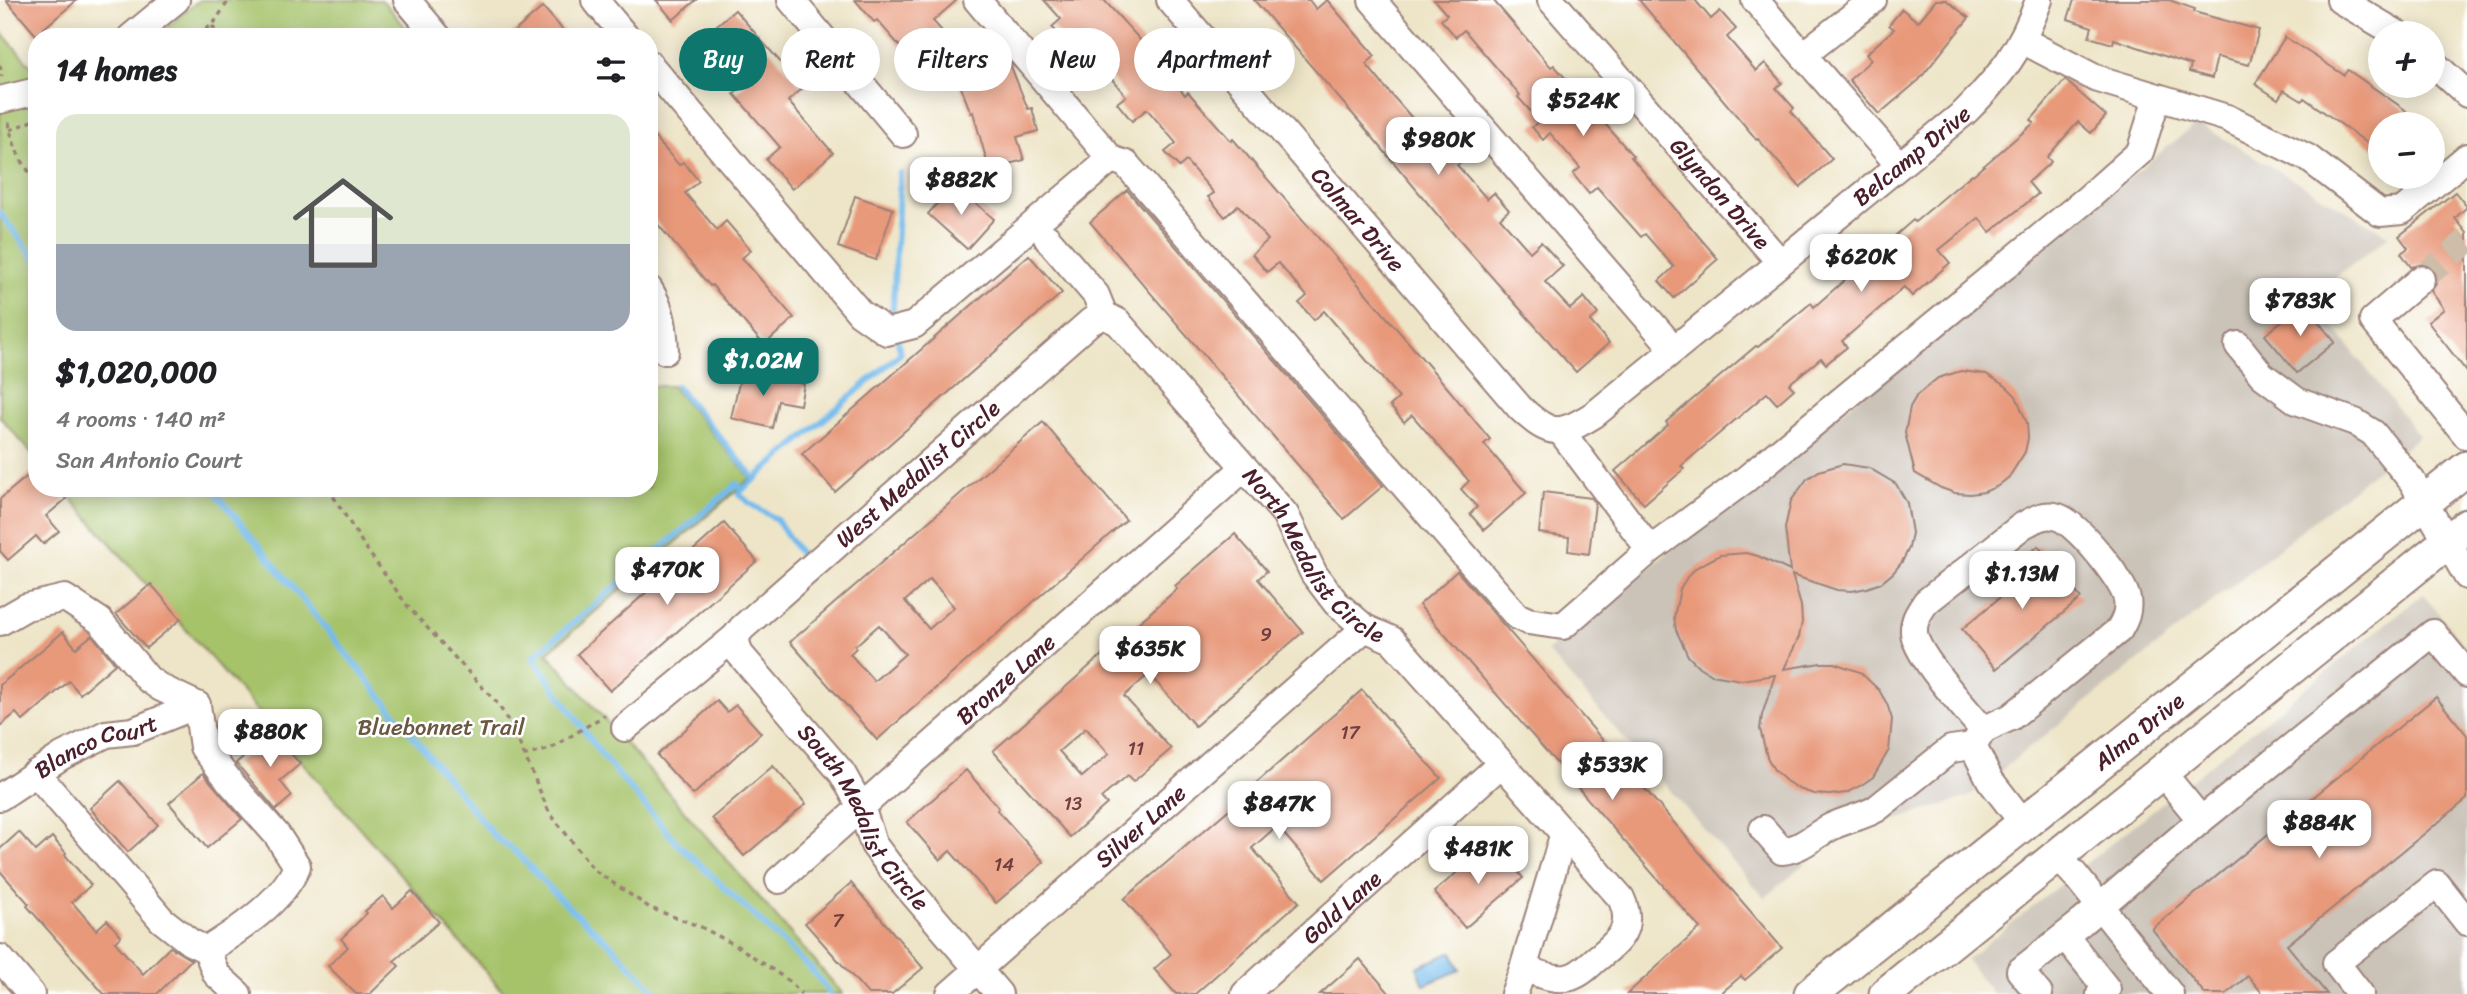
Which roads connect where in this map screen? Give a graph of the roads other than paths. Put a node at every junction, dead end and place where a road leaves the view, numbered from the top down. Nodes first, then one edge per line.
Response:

+ + + +

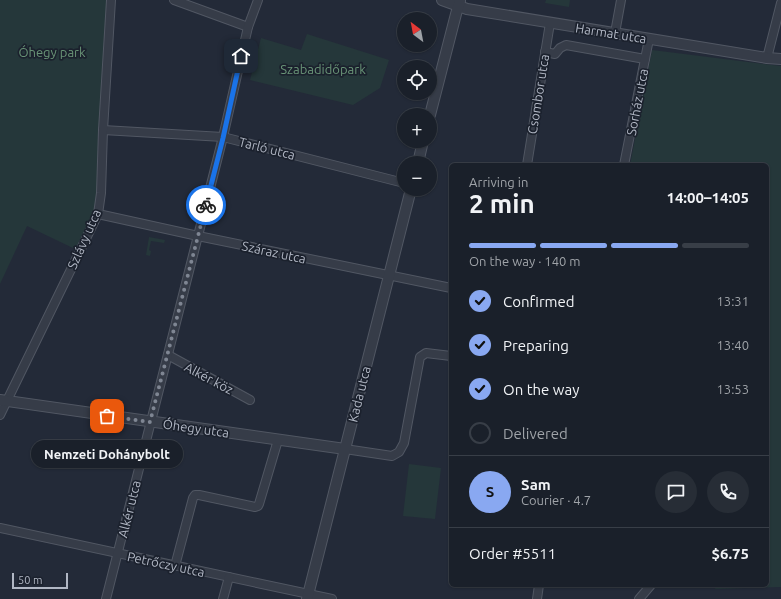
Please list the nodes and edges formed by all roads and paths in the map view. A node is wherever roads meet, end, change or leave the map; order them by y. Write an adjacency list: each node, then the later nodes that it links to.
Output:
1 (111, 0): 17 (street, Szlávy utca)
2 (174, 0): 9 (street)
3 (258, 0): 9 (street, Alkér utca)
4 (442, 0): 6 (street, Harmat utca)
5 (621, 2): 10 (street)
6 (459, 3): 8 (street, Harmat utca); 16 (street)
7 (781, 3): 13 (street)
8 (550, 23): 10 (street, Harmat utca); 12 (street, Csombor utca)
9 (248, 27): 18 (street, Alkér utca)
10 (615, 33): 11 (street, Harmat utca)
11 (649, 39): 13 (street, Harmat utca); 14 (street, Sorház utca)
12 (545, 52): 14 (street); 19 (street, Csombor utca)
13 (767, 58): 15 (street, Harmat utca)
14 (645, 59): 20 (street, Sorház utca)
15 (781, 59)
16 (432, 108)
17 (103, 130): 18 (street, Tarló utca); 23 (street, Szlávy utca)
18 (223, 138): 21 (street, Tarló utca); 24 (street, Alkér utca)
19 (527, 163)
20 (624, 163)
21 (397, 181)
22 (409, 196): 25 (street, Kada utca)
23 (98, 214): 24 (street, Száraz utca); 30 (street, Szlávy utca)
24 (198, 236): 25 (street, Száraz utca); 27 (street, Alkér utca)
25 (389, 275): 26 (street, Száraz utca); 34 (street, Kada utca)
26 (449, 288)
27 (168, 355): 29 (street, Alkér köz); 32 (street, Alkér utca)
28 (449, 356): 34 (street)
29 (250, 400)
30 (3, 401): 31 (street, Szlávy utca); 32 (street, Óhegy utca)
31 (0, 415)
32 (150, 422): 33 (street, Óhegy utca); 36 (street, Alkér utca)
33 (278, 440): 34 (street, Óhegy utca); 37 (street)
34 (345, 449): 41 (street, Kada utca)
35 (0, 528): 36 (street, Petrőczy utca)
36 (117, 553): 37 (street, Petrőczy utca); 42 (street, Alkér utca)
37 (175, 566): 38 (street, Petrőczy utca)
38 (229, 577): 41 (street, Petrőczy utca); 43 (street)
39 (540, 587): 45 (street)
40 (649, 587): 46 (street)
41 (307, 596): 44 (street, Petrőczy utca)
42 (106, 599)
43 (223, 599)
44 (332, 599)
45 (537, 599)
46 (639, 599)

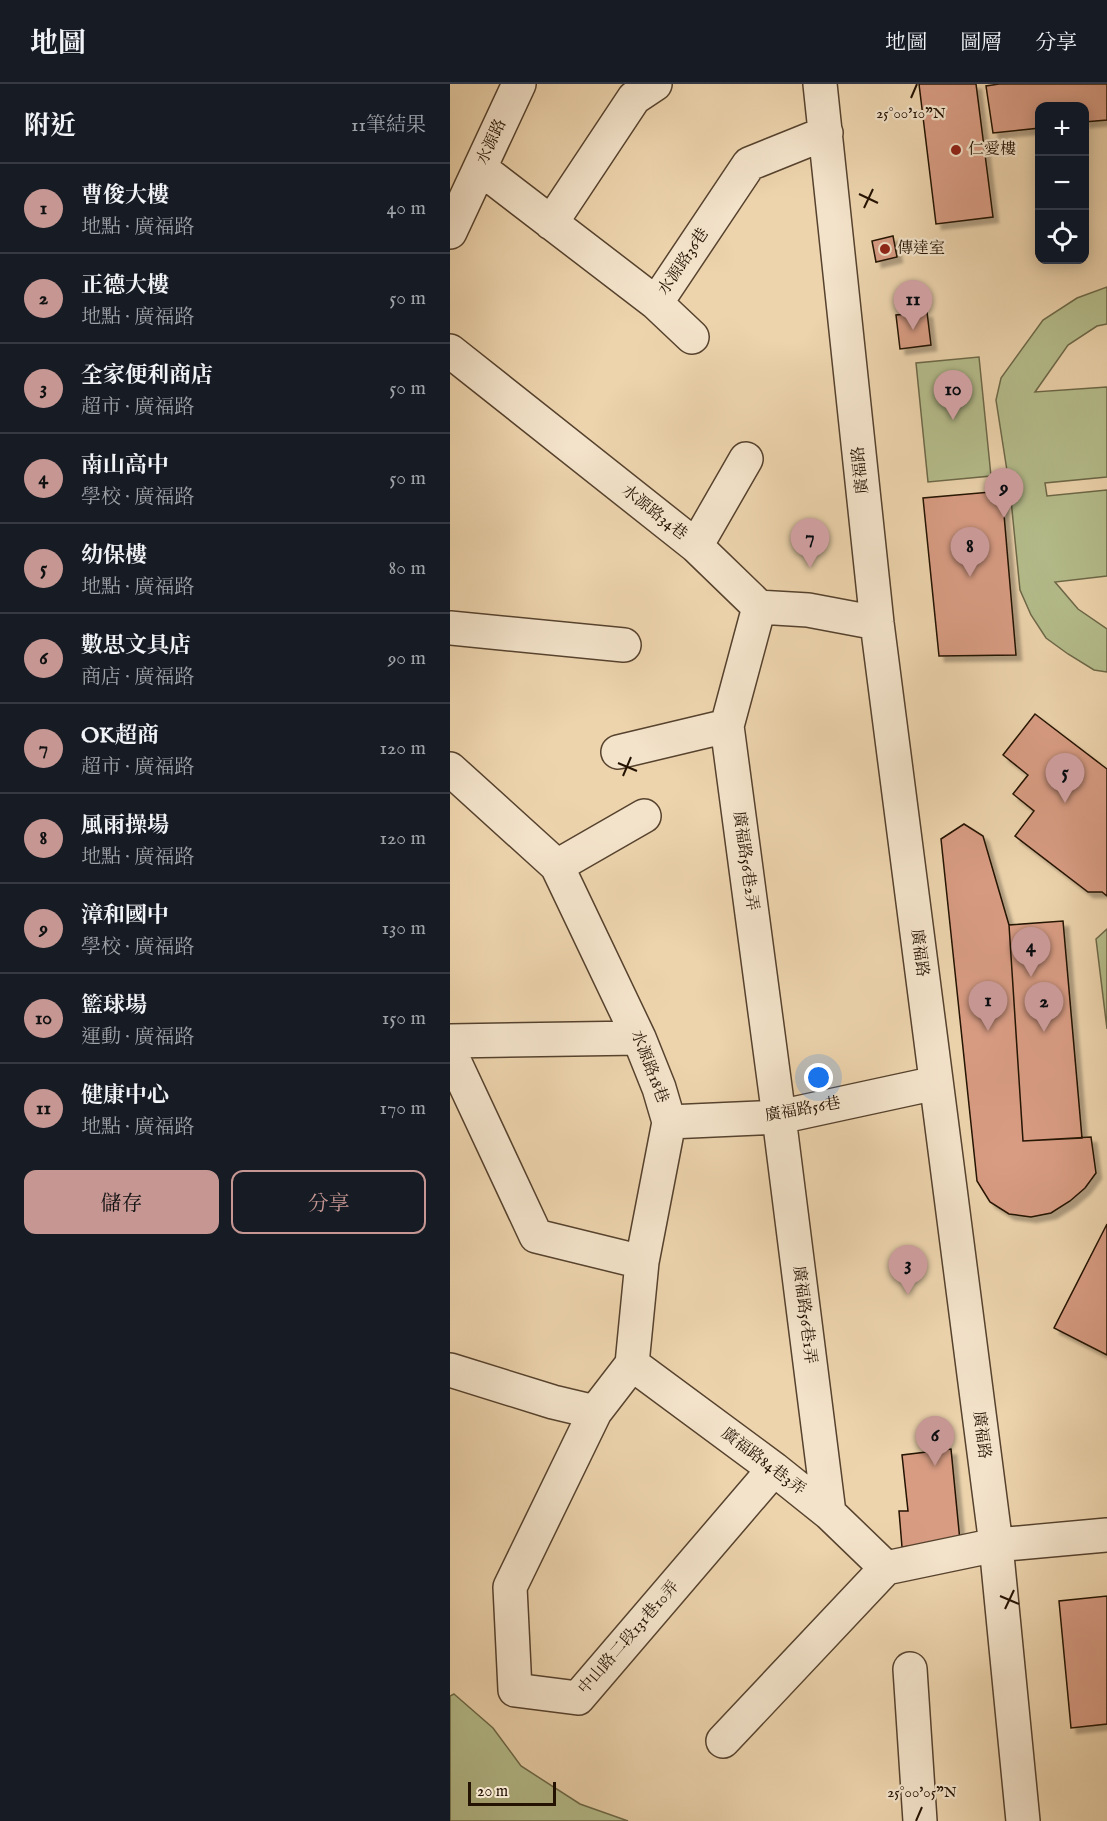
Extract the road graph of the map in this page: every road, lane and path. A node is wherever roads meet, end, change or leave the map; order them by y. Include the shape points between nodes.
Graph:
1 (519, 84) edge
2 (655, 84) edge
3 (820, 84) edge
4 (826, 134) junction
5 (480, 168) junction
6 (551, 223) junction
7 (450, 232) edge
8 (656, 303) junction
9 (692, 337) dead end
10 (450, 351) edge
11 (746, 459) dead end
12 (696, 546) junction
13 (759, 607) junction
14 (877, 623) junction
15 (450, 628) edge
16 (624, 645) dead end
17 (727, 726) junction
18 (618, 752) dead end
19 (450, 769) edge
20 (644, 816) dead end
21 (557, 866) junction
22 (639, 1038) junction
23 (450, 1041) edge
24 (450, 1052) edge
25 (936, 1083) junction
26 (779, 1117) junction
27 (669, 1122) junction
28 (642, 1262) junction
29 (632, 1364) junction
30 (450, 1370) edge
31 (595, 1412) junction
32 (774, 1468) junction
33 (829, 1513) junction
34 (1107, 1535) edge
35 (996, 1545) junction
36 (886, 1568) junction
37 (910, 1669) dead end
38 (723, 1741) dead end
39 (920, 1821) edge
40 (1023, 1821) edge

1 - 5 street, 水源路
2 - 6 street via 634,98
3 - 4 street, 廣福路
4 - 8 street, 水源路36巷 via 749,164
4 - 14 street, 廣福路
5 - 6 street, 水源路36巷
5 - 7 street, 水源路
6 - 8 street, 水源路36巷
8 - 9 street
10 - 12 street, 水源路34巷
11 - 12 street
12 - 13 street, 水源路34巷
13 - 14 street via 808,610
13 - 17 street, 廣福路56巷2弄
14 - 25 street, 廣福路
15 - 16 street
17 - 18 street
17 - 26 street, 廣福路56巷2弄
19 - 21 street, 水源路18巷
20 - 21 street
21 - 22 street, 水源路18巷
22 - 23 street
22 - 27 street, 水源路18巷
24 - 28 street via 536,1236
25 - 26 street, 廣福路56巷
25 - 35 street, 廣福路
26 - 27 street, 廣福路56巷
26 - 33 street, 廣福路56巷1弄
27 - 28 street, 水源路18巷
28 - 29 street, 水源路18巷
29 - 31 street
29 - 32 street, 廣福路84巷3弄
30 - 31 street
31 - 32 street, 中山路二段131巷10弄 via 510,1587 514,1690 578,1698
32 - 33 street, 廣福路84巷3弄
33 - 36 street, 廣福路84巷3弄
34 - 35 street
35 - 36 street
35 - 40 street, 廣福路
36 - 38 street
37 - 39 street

+ + + +

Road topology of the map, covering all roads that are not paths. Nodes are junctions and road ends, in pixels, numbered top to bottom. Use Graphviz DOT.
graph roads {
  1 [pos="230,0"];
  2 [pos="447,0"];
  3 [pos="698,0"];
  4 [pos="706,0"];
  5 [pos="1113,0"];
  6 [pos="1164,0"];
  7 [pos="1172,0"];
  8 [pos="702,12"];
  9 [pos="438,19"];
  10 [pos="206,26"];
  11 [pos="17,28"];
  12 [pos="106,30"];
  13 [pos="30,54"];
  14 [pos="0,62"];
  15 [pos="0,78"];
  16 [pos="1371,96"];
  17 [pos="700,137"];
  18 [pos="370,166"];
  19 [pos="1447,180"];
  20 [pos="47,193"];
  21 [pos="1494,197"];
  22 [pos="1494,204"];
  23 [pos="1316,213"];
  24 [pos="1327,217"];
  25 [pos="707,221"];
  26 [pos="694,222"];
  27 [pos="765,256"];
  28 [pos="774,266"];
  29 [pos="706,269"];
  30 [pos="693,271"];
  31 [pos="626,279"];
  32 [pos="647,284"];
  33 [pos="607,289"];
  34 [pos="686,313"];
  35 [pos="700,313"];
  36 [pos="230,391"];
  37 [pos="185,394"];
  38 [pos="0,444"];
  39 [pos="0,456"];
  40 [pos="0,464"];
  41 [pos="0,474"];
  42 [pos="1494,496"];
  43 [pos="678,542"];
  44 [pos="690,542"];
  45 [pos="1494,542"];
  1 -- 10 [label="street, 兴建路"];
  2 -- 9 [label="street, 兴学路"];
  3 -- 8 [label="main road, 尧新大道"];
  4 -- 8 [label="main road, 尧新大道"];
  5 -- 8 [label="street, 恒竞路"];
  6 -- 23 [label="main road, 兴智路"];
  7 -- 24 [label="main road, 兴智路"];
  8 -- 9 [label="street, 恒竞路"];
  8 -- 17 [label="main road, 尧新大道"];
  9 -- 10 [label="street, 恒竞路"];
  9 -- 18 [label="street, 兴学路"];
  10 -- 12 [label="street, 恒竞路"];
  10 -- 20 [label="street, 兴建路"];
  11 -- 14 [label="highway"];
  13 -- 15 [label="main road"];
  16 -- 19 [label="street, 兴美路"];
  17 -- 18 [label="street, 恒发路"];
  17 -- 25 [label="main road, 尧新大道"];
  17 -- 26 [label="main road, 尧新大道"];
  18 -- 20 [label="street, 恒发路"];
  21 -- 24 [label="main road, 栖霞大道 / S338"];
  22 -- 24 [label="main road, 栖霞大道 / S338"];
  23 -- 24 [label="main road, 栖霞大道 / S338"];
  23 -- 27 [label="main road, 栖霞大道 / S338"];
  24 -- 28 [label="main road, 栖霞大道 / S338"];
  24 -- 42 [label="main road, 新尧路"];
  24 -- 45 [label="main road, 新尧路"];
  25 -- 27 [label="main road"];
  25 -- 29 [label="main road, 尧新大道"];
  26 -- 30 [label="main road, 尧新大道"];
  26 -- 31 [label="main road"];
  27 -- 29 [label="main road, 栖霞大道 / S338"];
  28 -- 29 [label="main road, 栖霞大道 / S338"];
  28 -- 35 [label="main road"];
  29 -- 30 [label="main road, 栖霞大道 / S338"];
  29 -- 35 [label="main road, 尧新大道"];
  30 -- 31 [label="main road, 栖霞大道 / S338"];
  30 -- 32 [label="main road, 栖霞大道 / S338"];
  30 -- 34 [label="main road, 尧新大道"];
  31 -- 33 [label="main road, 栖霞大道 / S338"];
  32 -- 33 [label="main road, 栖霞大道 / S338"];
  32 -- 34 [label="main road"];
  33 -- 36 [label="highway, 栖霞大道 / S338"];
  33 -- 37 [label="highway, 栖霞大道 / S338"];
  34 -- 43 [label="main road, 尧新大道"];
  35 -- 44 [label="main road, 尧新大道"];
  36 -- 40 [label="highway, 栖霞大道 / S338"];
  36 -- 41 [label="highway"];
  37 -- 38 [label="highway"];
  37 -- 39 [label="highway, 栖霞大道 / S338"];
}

+ + + +

EXERCISE: In the listing above, how many lines hold the word "meet"? Give the number and nothing more.

ANSWER TO THIS EXERCISE: 2